# Audison Prima 8.9bit: What Am I doing Wrong?



## sdelgran (May 24, 2017)

Hi all,

I am powering a front stage (only) with an Audison AP 8.9 Bit. I have some Focal 165 FX and I power the tweeters and woofers separately using 4 bridged channels from the Audison.

My sources are: 1. The OEM head unit which is set to output a non-equalized non-amplified signal (the 'wizard' of the Audison seemed to confirm it.); 2. A Chromecast audio on the optical input.

The system is proving hard to tune but that's another topic! On the bright side, I finally got some decent sound yesterday without being ecstatic...

Anyhow, today the amp decided to go into fault.  I suspect overheating although I was not even listening to it. But it stayed on despite the headunit being off (I think this was my fault for selecting the wrong option for turn on). It is cooling down as I type...

What I noticed is that for some reason, the amp 'volume' (that's how Audison labels it in the software) keeps resetting itself to... max!  I am not sure why yet but since there is no hardware knob to set a gain, I am relying on the software and USB connection to the amp. But every time I connect to the amp and 'read' from the device, it is indeed at 0 db. This confirms what I can hear too: High gain with distortion (which explains why I turn off the head unit).

If you have experience with these units, how did you get to set the 'volume' for it to stick? Is it a case of the optional DRC remote being not so optional after all?  I would hate that... 

Thanks for your input!


----------



## sdelgran (May 24, 2017)

Since I finally have the required number of posts to insert a link, here is one to see pictures and details of my install.


----------



## sdelgran (May 24, 2017)

Amp cooled off and was happy to start again... I could confirm that as soon as I unplug the laptop, the amp 'volume' goes back to 0 db. 

I suppose it sorta could be expected since this is called DRC in the app:










Well, at 0 db the amp has audible distortion and apparently overheats... 

Also, and this annoys me just as well, it is also not saving the channel levels. I set them nicely (at least I tried and was somewhat satisfied) and they are all back to 0 db. Nice...


----------



## G-ragu (Dec 3, 2015)

Hey!
Under the file tab at the top left corner
Click that
You will find "Finalize to Prima 8.9"
Set up your settings
Then finalize before shutting down software
This is the same problem I had

Hope this helps


----------



## sdelgran (May 24, 2017)

Thanks G-ragu. I am 99% sure that I have finalized every time but I will try again right now.


----------



## sdelgran (May 24, 2017)

Well sadly that's what I thought... Even if i finalize the device, as soon as I close the program, the amp goes back to 0 db. I made a video to demo how the sound jumps super high but it did not record the sound. Duh!

The channel levels are saved though. At least it seems so. I might have been confused for those.

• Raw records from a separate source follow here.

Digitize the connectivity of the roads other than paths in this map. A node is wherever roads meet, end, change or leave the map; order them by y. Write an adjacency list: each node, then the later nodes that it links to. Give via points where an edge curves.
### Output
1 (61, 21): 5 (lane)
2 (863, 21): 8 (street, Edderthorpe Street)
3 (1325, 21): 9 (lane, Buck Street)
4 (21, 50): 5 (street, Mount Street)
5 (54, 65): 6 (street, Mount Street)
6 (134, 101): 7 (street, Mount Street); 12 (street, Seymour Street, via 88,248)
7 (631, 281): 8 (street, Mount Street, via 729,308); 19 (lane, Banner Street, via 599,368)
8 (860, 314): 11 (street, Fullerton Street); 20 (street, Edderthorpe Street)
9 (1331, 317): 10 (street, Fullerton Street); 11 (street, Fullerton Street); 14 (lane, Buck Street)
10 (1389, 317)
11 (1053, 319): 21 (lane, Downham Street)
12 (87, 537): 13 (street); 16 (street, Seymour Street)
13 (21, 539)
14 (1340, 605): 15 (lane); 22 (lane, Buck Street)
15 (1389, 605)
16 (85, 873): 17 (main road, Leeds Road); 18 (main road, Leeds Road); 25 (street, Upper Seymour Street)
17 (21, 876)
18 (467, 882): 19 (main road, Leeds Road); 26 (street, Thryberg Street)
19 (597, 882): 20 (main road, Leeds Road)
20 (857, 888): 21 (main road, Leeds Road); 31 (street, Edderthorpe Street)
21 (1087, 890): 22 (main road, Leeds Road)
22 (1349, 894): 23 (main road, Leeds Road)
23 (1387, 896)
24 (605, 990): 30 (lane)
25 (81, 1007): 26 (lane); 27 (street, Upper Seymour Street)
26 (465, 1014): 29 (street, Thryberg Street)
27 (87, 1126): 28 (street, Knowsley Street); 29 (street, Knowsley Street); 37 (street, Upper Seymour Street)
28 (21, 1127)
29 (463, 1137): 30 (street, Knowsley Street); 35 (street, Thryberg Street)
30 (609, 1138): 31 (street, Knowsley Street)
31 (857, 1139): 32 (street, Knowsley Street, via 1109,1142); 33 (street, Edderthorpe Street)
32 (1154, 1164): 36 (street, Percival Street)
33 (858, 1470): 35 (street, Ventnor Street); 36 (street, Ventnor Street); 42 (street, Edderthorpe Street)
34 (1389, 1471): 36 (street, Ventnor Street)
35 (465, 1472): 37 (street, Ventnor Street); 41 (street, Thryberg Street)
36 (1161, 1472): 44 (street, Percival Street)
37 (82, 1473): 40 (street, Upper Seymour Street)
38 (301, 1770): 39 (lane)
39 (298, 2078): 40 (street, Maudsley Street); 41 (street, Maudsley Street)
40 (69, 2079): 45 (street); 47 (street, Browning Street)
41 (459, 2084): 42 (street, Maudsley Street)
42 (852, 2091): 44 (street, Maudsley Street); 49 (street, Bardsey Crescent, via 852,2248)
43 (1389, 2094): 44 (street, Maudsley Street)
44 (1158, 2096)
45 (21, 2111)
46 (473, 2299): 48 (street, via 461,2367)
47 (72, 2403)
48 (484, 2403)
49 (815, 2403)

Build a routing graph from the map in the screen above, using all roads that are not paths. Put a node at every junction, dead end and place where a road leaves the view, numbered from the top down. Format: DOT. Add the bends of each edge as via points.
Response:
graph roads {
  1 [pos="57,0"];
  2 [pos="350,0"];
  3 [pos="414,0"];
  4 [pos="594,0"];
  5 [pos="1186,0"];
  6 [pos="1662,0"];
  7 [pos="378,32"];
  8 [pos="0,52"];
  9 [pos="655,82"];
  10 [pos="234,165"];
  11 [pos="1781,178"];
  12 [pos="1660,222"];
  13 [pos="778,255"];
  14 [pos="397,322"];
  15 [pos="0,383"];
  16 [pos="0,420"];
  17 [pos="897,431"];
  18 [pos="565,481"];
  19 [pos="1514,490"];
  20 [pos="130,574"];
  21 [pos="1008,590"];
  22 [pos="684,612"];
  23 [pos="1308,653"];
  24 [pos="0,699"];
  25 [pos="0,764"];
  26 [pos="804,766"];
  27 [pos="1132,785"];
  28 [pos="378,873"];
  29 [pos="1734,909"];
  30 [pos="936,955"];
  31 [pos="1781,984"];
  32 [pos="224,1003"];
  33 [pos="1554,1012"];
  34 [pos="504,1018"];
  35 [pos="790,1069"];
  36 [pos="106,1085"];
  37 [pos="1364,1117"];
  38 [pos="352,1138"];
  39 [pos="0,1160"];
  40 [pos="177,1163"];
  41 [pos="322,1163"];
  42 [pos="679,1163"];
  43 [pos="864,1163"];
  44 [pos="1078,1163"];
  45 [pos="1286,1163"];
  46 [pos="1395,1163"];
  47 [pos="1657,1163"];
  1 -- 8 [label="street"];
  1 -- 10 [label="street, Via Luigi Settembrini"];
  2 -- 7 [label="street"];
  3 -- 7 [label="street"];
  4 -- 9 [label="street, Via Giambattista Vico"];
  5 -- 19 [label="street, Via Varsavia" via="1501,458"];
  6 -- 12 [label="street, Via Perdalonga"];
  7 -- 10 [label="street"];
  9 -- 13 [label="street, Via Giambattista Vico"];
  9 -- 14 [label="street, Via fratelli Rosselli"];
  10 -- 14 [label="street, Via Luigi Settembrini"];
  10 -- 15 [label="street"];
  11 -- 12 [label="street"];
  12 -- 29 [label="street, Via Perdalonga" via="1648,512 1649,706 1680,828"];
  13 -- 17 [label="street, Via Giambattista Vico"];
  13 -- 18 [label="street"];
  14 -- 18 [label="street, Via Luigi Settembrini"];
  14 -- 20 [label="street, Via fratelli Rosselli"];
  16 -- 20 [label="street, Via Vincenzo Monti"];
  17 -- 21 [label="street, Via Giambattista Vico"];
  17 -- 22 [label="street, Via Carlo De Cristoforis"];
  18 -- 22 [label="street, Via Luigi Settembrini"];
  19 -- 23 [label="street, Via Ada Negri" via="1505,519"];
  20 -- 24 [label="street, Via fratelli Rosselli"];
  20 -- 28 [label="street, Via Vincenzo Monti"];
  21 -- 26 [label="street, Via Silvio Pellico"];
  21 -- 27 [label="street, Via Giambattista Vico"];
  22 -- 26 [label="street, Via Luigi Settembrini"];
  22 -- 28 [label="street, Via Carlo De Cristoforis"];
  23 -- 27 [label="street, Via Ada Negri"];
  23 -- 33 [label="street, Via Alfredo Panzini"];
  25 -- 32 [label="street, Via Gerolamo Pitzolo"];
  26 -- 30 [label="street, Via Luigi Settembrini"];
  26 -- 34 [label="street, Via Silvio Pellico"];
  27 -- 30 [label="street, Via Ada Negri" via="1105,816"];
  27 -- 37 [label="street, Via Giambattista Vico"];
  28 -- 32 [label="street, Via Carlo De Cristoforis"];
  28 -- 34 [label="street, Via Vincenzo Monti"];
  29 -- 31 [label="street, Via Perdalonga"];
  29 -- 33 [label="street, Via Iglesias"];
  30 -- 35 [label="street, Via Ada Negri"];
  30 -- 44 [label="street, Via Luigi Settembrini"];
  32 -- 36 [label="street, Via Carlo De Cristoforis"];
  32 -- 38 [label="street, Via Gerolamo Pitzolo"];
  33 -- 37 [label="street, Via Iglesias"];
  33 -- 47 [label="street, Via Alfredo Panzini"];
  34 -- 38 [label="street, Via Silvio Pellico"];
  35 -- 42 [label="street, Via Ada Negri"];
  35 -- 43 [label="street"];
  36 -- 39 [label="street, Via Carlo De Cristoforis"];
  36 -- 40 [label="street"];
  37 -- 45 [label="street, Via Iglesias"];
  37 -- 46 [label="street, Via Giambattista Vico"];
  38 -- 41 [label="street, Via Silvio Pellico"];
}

If it works on yours, maybe I will call Audison and see if the unit is defective.


----------



## G-ragu (Dec 3, 2015)

Worth a shot!
You are of course saving setting then downloading first right?


----------



## sdelgran (May 24, 2017)

G-ragu said:


> Worth a shot!
> You are of course saving setting then downloading first right?


Not sure I exactly understand what you mean. I will do a video of what I do.


----------



## sdelgran (May 24, 2017)

G-ragu said:


> Worth a shot!
> You are of course saving setting then downloading first right?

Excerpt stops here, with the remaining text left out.